What do white rhinos and kid’s summer jobs have in common?

What do white rhinos and kid’s summer jobs have in common?  They’re both almost extinct.  It used to be a summer vacation ritual. Day One: sleep in and bask in the joy of the impending three months of summer.  Day Two: go out and find a part-time job to fund the summer movies, bike parts, gas, and (for the lucky few) dates. The process was pretty easy: (1) walk into retail stores within walking or short driving distance of your house; (2) ask the first person you saw if they were hiring, (3) fill out a basic application, (4) repeat 20 times at different stores; and (5) check back the next day until one of them hired you.  Employers appreciated the summer help and valued a little initiative.
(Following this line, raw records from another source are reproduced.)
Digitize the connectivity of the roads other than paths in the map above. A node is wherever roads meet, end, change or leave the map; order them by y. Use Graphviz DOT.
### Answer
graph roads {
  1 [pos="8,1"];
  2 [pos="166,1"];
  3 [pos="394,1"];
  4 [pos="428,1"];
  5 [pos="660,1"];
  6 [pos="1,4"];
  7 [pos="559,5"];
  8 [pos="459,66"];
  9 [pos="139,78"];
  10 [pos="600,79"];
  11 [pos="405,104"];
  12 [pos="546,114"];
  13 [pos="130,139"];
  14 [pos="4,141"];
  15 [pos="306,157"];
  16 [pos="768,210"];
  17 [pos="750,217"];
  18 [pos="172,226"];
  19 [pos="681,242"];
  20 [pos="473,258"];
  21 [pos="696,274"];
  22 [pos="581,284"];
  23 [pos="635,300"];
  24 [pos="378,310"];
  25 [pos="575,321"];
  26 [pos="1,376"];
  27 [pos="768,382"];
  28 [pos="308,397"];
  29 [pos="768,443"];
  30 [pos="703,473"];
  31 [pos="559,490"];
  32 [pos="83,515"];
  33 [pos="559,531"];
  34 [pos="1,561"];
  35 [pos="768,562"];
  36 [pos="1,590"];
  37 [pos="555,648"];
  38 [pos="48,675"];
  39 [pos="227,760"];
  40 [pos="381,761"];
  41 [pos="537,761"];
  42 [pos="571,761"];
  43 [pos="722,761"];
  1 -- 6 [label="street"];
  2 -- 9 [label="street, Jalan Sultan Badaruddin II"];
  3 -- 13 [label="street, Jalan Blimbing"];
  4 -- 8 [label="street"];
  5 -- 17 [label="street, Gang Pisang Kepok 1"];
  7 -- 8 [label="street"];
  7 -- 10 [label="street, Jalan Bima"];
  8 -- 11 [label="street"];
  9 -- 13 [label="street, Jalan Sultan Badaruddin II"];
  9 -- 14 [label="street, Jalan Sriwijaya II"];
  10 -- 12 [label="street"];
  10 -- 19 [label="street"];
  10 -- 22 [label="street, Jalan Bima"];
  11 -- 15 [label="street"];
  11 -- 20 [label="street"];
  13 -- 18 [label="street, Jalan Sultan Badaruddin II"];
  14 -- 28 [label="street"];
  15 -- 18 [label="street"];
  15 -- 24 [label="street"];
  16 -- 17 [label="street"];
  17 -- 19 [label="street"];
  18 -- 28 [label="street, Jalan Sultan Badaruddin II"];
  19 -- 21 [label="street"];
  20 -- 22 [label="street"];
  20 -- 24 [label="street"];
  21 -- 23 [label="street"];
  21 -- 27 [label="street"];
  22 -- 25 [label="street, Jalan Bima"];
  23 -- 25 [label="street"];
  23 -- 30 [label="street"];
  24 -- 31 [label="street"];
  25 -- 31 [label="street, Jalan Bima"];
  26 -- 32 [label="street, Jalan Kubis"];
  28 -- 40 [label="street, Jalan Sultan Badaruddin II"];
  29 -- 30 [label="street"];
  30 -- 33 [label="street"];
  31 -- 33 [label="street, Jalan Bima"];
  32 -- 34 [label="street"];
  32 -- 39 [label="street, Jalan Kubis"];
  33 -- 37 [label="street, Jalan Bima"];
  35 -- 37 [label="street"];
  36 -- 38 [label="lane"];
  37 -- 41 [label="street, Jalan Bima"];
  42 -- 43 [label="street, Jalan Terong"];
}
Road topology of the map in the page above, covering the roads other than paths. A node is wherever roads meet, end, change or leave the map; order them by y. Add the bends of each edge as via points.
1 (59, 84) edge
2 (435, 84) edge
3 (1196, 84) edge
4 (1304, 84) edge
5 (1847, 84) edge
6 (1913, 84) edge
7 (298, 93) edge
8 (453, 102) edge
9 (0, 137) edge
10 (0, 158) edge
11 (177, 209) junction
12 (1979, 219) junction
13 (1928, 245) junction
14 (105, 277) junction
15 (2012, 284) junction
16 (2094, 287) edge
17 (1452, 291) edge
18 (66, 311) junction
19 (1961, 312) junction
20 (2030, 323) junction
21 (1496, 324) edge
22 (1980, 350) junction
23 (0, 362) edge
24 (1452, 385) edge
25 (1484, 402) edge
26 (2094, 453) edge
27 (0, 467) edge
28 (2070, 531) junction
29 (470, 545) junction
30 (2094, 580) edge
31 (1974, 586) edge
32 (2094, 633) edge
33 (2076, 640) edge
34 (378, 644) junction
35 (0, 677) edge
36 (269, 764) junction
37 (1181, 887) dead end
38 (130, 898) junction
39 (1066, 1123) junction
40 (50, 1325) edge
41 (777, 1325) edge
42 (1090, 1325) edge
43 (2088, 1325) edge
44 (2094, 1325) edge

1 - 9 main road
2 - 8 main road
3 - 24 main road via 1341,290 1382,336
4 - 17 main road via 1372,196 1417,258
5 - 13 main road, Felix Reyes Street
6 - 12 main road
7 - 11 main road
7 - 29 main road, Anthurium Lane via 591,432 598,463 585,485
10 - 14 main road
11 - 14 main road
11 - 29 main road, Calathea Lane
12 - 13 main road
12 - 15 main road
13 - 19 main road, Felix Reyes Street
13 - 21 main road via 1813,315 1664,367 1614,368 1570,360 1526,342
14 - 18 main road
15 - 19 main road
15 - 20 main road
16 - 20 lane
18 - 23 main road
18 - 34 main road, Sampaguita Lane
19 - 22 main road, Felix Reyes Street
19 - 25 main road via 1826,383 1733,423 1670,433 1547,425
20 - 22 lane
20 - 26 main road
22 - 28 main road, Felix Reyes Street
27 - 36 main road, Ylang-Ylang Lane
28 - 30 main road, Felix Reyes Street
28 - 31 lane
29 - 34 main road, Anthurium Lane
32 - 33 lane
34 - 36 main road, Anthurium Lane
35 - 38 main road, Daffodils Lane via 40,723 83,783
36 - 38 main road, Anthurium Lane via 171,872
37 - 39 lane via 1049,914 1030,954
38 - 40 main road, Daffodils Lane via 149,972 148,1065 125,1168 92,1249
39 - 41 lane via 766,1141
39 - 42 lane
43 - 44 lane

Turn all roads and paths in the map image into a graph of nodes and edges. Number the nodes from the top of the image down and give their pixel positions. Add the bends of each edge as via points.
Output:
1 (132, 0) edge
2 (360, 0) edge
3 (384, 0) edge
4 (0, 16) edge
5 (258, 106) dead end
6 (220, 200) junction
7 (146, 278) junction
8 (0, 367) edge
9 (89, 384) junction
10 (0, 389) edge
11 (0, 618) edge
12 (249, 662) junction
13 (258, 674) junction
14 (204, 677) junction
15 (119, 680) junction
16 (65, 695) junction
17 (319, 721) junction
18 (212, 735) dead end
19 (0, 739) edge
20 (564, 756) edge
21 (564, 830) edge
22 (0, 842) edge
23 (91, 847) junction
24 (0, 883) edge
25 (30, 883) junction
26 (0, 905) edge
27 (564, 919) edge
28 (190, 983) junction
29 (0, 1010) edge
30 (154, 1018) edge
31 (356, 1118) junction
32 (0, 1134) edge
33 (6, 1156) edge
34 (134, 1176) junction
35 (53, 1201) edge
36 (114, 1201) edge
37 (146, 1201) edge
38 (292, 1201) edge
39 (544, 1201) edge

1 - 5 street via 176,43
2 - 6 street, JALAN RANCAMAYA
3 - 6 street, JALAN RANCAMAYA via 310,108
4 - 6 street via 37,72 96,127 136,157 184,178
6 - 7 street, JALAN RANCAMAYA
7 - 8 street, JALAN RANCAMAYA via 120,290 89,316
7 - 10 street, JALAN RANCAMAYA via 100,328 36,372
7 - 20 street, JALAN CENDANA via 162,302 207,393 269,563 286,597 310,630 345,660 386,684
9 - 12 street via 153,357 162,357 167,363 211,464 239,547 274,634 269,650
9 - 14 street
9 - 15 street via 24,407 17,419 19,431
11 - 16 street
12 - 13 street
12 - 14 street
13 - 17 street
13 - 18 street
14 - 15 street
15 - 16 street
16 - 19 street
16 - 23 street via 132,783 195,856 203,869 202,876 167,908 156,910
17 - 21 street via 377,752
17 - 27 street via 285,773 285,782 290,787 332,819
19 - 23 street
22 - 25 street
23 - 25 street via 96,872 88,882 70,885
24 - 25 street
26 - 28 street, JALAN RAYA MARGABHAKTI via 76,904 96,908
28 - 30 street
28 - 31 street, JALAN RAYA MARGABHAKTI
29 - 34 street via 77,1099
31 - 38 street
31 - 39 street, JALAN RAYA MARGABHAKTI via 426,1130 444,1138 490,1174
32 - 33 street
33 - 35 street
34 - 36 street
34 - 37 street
It was easy for them to hire with very little paperwork and virtually no risk of DFEH claims, labor commissioner issues, injuries, EEOC  audits, OSHA visits, worker’s compensation fraud, helicopter parents, strict meal period requirements, and a hundred other barriers (and costs) that discourage small employers from giving a kid a chance.  So now we have a generation of kids graduating from high school and college who have never experienced the highs and lows of a job – like difficult co-workers/bosses, learning a new vulgar five letter word (taxes), or experiencing the satisfaction of learning, growing and getting praised for a job well done.  Low wage jobs were the launching point for greater things and never intended to be careers or provide living wages. Their loss has affected an entire generation.  I saw a teenager working at a yogurt store the other day.  Her badge said “Summer Trainee.”  It could have said White Rhino.